• _PROBLEM_
Using the records below, report how many lines include "this", and give no more than the number.

• _RECORDS SUPPLIED_

********************

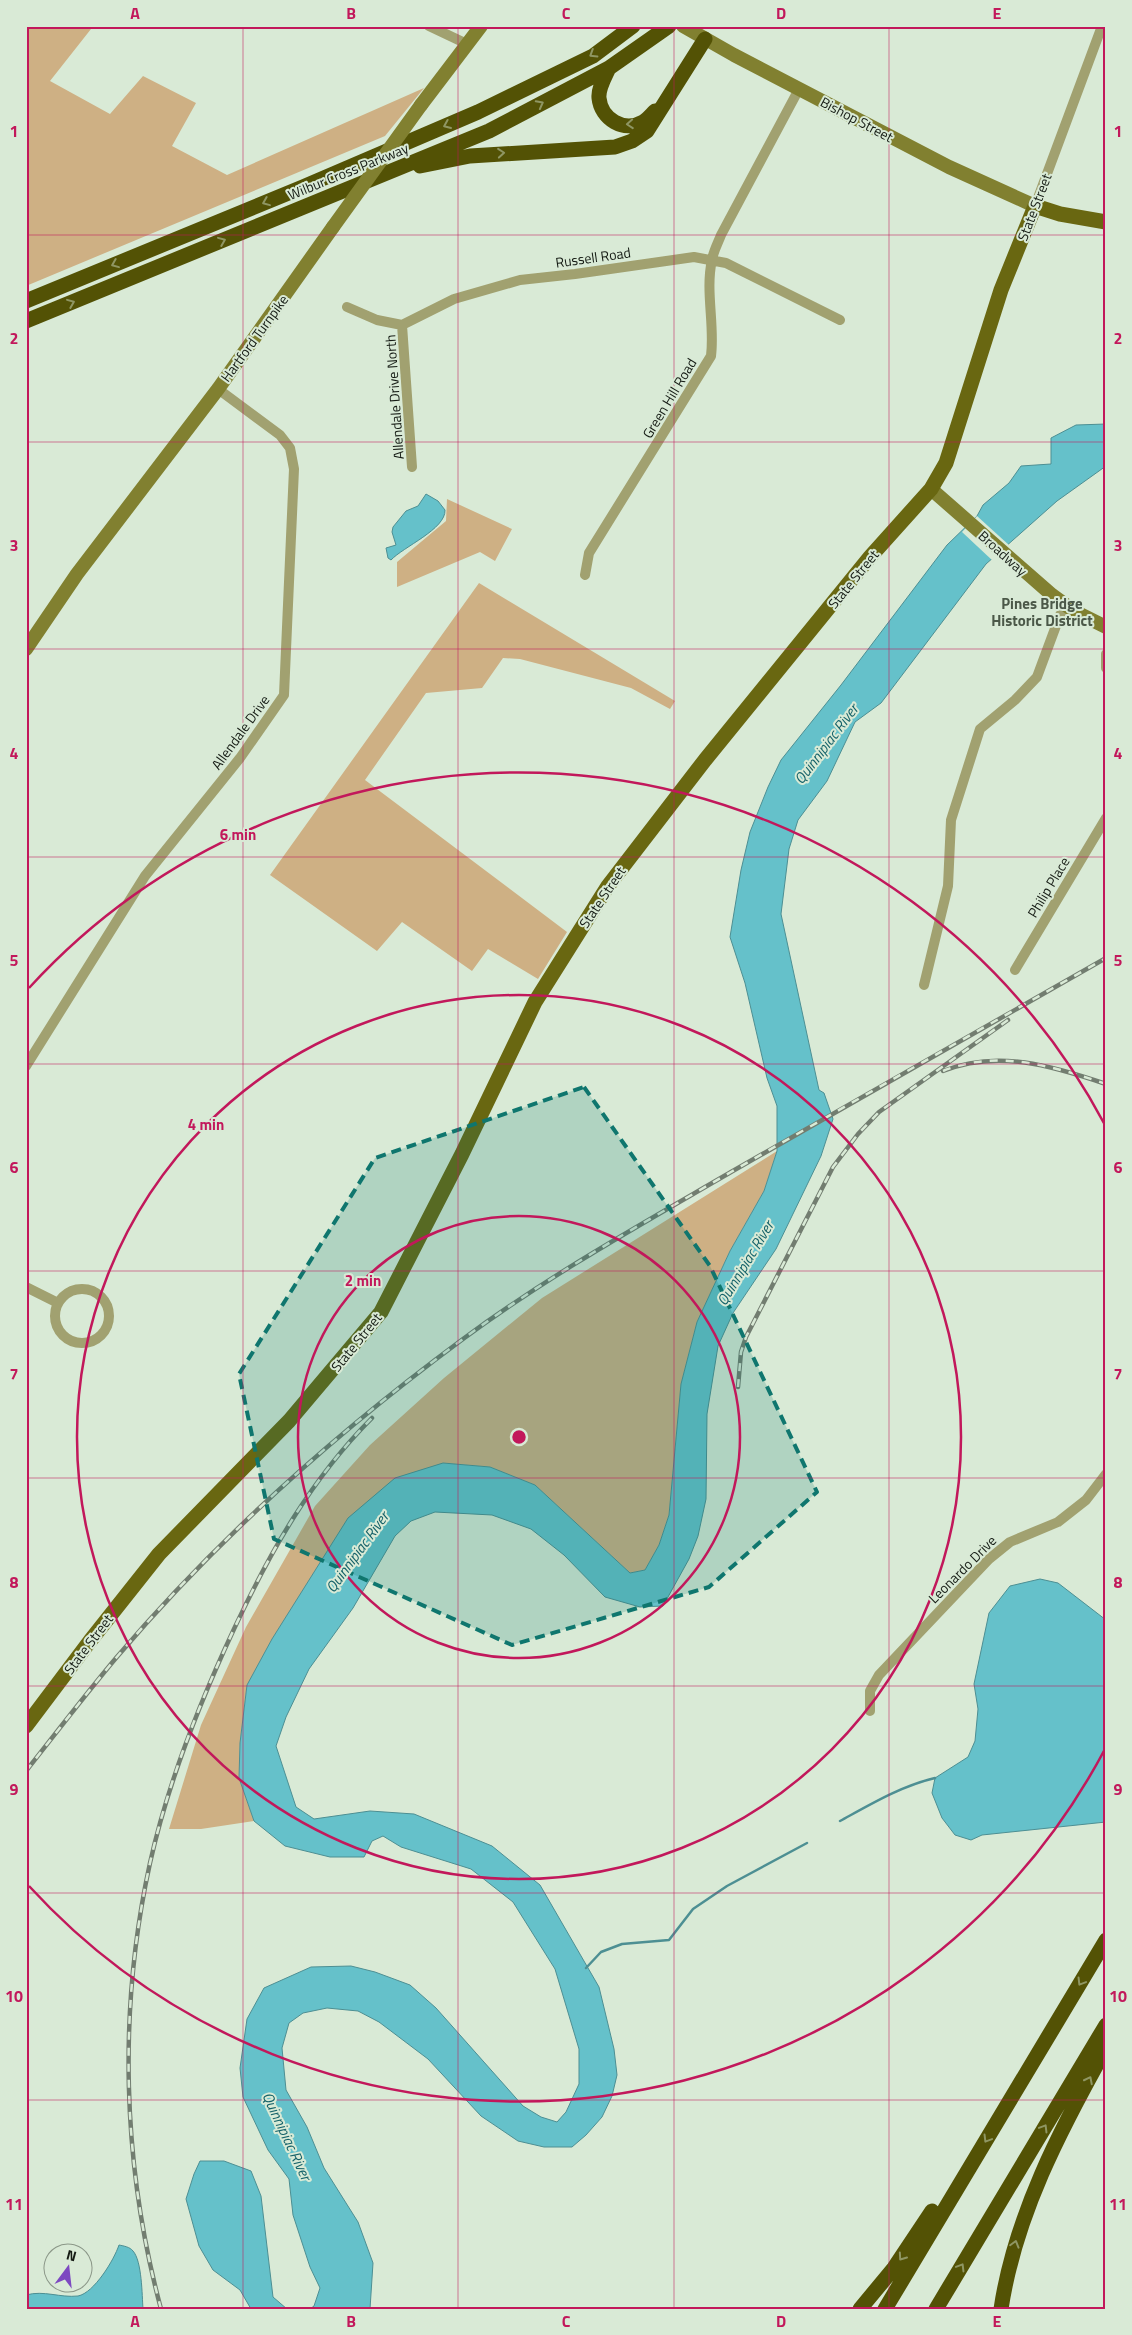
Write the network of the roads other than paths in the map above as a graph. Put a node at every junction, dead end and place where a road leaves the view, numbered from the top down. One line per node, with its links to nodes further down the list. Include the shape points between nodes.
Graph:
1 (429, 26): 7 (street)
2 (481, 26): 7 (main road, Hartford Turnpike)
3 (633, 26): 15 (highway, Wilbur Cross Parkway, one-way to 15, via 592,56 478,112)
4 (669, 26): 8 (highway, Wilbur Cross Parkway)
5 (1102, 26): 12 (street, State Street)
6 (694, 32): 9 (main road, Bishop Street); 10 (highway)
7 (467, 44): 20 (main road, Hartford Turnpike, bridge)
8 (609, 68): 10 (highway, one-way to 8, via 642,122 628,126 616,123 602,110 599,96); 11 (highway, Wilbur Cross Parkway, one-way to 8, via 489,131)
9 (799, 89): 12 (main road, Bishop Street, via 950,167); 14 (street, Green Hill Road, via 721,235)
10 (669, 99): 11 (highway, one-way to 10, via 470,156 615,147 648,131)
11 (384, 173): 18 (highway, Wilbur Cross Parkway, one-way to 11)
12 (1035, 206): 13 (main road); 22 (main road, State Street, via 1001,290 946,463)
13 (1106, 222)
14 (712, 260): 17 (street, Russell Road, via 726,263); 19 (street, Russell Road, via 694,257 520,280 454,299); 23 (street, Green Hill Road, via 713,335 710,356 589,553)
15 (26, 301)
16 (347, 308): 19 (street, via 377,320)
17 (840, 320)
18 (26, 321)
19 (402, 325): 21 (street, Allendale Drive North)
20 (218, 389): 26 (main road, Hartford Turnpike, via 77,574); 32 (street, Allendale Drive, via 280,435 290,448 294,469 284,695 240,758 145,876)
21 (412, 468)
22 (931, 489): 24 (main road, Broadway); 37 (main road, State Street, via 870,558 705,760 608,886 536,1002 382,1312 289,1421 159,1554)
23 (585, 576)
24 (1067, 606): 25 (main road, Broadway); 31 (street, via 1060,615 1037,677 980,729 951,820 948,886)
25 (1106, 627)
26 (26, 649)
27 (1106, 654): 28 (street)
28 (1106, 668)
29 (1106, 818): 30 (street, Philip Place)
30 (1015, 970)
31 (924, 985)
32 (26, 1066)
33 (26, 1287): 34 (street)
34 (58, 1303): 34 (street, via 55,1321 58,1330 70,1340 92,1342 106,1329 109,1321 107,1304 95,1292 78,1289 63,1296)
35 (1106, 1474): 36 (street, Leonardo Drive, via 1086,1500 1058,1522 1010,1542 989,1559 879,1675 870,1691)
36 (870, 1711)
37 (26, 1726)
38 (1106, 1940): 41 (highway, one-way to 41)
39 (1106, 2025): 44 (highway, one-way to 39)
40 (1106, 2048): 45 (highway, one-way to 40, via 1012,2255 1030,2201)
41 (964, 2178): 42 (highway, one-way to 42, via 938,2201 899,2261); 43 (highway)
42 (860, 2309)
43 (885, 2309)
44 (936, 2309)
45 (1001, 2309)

********************

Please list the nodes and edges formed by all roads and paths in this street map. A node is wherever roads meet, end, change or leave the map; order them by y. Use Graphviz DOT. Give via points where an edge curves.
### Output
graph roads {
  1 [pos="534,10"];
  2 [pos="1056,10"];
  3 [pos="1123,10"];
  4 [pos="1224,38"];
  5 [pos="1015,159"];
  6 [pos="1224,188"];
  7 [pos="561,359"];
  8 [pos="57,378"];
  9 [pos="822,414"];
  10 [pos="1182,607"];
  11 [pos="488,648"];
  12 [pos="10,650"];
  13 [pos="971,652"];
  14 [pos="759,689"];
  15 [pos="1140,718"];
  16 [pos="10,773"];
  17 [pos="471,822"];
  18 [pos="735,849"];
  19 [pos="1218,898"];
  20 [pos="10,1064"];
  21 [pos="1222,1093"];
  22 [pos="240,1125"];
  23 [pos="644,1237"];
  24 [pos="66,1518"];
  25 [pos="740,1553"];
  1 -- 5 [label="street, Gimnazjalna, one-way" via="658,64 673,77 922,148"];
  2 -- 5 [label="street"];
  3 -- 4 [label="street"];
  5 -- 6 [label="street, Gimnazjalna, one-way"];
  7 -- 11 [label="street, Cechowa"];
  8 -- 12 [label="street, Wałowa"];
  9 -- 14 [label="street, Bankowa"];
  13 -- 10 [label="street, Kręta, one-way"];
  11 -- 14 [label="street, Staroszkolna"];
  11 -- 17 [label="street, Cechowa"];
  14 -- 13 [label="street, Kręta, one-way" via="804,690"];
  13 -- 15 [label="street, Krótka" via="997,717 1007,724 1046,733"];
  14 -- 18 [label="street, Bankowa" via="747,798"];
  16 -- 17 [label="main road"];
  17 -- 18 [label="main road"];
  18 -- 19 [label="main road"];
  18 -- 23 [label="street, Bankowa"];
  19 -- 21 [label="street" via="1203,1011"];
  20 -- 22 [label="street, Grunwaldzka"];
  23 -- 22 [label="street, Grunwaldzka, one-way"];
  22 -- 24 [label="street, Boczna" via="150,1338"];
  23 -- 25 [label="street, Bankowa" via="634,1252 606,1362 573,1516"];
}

********************

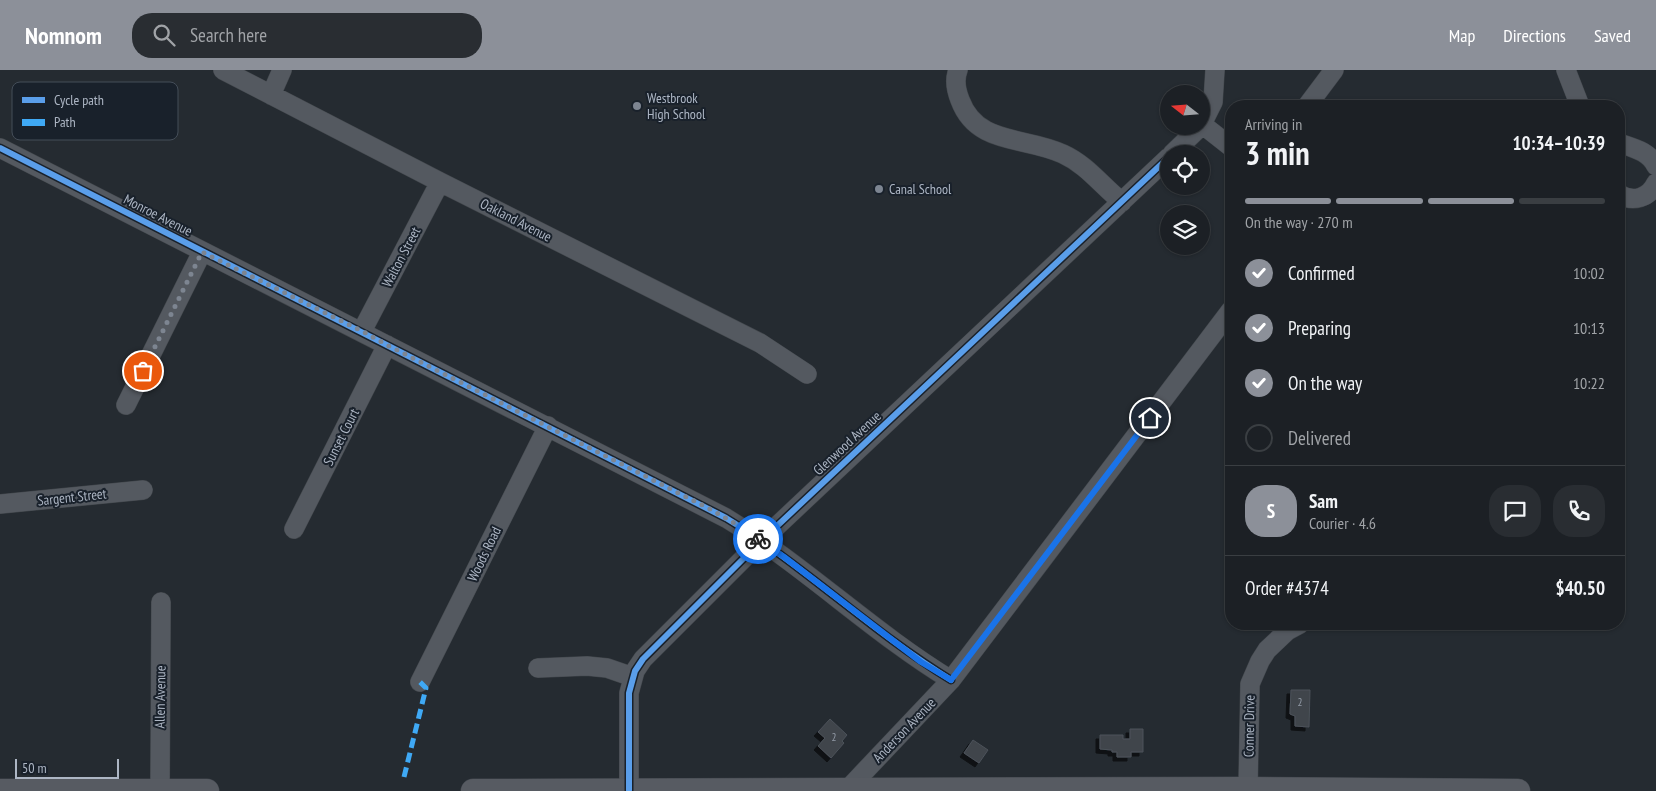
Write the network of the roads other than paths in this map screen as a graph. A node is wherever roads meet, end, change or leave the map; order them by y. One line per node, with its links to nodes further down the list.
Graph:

********************

• _TASK RESULT_
2